[Dataset entries]
▬▬▬▬▬▬
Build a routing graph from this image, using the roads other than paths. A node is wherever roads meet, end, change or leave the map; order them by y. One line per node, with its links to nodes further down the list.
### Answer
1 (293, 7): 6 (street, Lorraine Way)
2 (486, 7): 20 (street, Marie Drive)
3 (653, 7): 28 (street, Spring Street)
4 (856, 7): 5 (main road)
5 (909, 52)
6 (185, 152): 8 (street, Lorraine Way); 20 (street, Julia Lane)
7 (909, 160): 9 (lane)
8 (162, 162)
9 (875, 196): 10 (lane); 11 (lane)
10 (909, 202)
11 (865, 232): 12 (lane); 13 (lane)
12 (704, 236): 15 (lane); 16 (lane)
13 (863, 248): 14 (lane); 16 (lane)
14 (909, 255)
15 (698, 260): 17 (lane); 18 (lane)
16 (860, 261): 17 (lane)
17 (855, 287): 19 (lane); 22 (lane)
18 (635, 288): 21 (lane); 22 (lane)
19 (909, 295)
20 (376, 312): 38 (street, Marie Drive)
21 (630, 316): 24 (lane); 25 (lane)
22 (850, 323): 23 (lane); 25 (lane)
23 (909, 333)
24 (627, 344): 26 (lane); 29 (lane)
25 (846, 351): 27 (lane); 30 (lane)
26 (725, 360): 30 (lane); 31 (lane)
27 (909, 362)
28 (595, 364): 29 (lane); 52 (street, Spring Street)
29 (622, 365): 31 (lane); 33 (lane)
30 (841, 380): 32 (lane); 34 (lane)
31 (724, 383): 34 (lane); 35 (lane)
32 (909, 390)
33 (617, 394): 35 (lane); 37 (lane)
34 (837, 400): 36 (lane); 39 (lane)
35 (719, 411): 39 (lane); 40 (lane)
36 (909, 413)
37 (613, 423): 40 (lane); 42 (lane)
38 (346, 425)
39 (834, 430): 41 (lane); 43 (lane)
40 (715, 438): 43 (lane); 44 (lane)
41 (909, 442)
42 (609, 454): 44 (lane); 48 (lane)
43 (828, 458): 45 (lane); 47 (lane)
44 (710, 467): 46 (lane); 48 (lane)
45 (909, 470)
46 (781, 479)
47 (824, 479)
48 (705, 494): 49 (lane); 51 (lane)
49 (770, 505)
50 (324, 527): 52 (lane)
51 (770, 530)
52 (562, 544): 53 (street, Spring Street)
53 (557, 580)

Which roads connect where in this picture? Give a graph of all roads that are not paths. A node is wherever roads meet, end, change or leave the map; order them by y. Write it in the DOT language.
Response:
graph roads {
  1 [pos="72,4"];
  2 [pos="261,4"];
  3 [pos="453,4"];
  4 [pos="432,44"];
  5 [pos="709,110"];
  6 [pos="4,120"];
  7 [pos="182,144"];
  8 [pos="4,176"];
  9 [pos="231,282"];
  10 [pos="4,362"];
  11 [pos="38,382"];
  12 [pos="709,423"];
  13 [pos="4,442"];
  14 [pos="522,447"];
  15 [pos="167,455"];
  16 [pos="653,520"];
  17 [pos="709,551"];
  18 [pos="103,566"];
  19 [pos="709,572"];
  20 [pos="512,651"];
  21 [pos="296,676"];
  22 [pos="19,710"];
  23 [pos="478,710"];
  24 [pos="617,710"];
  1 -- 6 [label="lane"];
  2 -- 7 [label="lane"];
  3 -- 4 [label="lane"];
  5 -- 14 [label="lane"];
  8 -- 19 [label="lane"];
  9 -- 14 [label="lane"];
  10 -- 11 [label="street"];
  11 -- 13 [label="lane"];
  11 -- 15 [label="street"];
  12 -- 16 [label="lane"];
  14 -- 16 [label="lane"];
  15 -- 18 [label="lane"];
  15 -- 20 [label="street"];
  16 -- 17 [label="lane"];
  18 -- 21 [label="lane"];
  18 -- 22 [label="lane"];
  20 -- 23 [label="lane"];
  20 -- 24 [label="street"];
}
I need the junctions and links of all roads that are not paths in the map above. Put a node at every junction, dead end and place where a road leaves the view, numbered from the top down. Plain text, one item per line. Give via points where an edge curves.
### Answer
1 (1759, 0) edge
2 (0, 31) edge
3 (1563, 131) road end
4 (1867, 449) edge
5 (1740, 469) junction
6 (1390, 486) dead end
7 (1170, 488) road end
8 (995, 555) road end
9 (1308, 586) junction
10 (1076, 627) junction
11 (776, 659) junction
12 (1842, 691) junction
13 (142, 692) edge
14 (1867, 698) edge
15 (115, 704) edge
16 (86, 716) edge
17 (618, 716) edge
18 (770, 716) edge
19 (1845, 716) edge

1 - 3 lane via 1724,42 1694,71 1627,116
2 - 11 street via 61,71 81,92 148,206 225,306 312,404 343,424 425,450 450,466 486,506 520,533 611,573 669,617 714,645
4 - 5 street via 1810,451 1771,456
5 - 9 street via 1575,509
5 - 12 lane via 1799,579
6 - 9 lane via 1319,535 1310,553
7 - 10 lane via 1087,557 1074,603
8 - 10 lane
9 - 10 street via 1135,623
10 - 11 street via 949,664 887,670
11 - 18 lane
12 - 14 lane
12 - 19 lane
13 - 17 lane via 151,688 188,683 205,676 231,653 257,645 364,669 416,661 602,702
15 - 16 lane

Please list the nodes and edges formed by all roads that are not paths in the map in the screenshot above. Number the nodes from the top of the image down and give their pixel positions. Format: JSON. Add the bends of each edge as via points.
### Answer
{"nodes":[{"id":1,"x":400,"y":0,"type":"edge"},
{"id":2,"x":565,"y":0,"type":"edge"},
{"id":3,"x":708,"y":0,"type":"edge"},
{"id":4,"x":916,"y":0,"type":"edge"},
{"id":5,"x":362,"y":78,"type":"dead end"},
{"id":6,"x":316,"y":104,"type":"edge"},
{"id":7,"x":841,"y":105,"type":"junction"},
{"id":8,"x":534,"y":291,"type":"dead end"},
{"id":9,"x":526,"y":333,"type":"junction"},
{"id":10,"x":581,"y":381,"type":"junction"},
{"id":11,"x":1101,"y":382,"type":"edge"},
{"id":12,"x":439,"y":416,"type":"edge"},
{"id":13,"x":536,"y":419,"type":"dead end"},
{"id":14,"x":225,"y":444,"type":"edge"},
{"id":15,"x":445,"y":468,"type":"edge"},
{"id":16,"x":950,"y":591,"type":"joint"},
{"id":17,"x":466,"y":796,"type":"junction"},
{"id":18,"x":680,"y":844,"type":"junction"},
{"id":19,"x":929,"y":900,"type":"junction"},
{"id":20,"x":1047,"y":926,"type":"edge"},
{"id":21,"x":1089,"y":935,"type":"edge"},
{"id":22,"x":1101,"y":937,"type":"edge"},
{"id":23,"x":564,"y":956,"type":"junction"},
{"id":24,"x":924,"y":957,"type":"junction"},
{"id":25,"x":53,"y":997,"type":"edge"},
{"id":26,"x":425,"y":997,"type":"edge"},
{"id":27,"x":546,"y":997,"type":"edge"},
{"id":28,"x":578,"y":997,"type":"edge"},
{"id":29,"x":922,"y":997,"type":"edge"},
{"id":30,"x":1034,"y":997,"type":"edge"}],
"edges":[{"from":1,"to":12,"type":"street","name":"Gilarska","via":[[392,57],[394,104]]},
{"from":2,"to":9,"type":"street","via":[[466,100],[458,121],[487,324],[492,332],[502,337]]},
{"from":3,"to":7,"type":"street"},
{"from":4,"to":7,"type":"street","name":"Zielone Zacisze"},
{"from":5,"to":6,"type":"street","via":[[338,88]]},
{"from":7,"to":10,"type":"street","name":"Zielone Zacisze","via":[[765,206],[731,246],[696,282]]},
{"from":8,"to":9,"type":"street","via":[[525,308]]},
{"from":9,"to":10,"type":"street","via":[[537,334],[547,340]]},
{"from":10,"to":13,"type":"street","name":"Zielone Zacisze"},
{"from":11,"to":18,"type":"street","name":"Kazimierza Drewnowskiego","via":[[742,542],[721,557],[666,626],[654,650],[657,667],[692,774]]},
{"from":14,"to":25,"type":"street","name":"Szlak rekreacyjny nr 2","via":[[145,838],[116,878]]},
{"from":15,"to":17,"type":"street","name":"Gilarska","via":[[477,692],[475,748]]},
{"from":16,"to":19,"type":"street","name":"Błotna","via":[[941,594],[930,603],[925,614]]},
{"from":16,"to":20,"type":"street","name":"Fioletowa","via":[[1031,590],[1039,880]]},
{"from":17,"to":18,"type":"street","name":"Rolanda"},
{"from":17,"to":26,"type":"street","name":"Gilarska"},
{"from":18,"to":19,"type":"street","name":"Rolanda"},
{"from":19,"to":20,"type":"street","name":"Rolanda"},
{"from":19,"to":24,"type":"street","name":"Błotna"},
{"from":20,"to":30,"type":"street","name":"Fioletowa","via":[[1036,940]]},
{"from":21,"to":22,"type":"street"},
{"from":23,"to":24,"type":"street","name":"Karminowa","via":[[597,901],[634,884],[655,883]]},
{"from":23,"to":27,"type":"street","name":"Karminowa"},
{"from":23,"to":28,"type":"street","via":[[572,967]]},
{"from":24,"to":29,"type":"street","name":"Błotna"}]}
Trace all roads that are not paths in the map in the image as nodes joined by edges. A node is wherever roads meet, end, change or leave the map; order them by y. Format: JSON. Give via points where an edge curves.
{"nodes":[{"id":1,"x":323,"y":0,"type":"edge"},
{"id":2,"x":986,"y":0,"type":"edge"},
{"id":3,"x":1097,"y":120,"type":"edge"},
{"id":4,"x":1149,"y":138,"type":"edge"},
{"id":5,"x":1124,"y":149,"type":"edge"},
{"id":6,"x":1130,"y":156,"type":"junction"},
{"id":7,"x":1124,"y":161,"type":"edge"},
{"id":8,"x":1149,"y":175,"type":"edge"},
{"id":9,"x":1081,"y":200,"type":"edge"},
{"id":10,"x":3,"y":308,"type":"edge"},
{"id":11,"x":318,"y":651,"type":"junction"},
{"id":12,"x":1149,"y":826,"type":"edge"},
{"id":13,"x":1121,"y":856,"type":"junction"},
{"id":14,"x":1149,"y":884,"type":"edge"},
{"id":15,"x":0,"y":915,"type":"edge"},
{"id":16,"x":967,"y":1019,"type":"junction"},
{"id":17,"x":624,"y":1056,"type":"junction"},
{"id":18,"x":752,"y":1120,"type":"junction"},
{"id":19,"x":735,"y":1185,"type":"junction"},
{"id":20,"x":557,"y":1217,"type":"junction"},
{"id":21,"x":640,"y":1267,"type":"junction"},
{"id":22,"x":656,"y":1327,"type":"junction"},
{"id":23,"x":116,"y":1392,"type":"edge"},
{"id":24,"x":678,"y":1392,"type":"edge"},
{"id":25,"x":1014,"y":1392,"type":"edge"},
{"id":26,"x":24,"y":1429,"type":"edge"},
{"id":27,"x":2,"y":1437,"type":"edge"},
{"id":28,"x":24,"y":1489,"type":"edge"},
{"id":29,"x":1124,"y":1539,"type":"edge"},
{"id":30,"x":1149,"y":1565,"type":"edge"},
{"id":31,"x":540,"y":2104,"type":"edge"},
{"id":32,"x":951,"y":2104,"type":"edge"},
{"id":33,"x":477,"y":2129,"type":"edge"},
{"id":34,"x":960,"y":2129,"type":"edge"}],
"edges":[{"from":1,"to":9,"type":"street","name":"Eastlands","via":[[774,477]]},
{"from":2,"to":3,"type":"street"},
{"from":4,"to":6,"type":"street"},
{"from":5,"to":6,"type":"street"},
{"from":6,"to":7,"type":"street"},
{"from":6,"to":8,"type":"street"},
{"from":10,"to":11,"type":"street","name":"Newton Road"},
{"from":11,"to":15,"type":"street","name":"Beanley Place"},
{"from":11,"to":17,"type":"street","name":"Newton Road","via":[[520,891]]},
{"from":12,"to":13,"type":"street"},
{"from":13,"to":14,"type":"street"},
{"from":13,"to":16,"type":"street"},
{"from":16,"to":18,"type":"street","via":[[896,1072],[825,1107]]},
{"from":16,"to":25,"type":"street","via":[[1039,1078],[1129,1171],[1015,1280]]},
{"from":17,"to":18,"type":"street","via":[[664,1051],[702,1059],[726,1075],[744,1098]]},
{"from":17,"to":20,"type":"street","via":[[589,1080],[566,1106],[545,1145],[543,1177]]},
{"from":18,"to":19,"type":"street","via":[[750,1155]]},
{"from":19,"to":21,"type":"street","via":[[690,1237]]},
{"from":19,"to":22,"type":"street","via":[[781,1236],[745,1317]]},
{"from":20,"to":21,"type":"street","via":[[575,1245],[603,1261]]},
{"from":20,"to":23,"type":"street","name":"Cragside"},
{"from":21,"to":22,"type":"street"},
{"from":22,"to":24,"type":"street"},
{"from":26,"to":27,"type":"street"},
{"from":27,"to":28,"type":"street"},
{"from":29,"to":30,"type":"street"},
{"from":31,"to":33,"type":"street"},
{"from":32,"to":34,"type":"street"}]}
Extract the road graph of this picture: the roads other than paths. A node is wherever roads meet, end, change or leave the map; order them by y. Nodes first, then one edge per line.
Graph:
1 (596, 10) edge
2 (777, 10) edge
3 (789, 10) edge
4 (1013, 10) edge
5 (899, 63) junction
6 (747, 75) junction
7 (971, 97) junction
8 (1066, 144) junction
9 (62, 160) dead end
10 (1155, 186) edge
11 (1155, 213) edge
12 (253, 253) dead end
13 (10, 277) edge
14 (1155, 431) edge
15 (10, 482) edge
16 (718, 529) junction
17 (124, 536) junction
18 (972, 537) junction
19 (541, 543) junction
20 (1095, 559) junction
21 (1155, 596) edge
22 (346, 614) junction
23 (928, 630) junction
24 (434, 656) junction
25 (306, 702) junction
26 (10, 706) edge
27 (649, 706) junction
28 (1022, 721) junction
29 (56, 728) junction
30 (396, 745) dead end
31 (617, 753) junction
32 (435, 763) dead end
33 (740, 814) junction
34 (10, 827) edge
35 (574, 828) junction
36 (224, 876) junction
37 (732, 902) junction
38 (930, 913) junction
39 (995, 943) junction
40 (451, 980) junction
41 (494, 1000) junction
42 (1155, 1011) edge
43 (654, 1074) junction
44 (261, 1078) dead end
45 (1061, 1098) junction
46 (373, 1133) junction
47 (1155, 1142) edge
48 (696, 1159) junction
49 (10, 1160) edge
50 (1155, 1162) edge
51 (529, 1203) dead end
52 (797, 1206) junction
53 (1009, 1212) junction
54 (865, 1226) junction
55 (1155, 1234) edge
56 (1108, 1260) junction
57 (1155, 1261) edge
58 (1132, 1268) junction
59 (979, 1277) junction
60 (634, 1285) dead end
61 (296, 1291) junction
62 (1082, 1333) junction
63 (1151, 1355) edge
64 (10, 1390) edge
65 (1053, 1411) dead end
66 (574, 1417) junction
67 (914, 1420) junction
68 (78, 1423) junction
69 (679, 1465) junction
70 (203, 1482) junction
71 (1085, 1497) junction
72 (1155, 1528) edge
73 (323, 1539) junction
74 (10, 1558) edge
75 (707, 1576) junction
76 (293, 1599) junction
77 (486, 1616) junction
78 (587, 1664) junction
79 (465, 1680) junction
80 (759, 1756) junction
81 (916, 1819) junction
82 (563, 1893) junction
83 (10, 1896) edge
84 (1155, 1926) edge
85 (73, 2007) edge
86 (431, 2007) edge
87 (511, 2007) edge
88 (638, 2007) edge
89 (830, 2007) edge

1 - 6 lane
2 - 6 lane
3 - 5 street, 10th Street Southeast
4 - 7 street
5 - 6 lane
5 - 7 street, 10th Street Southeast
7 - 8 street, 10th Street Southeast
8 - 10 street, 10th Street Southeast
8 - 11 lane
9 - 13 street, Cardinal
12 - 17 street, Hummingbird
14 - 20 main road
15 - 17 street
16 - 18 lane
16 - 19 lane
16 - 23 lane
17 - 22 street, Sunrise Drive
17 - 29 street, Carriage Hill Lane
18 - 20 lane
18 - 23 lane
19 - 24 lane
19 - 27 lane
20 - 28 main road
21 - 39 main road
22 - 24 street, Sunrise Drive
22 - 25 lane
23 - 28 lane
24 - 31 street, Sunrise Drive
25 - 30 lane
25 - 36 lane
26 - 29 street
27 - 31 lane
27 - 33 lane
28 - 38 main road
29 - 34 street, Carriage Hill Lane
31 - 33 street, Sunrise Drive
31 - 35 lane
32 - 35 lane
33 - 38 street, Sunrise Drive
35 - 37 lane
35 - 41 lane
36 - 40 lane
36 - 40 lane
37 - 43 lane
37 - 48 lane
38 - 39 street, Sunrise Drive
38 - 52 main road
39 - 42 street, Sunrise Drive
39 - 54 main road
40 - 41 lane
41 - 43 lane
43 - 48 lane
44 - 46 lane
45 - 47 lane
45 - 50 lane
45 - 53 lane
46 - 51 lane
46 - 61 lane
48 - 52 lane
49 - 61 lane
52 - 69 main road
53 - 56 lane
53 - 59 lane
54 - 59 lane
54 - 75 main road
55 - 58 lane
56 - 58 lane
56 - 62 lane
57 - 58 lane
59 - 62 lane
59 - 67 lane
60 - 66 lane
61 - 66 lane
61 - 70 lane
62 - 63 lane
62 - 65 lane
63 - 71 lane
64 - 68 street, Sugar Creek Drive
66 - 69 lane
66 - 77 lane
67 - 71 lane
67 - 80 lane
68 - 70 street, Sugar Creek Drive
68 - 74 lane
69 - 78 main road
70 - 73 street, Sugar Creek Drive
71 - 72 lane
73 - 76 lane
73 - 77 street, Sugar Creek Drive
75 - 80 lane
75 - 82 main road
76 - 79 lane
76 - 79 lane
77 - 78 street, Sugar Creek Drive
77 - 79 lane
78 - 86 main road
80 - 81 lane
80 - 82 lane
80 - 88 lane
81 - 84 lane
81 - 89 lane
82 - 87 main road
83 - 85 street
▬▬▬▬▬▬
• Exercise:
Every line of the records above where the string "Marie" is found should be copied.

• Written answer:
2 (486, 7): 20 (street, Marie Drive)
20 (376, 312): 38 (street, Marie Drive)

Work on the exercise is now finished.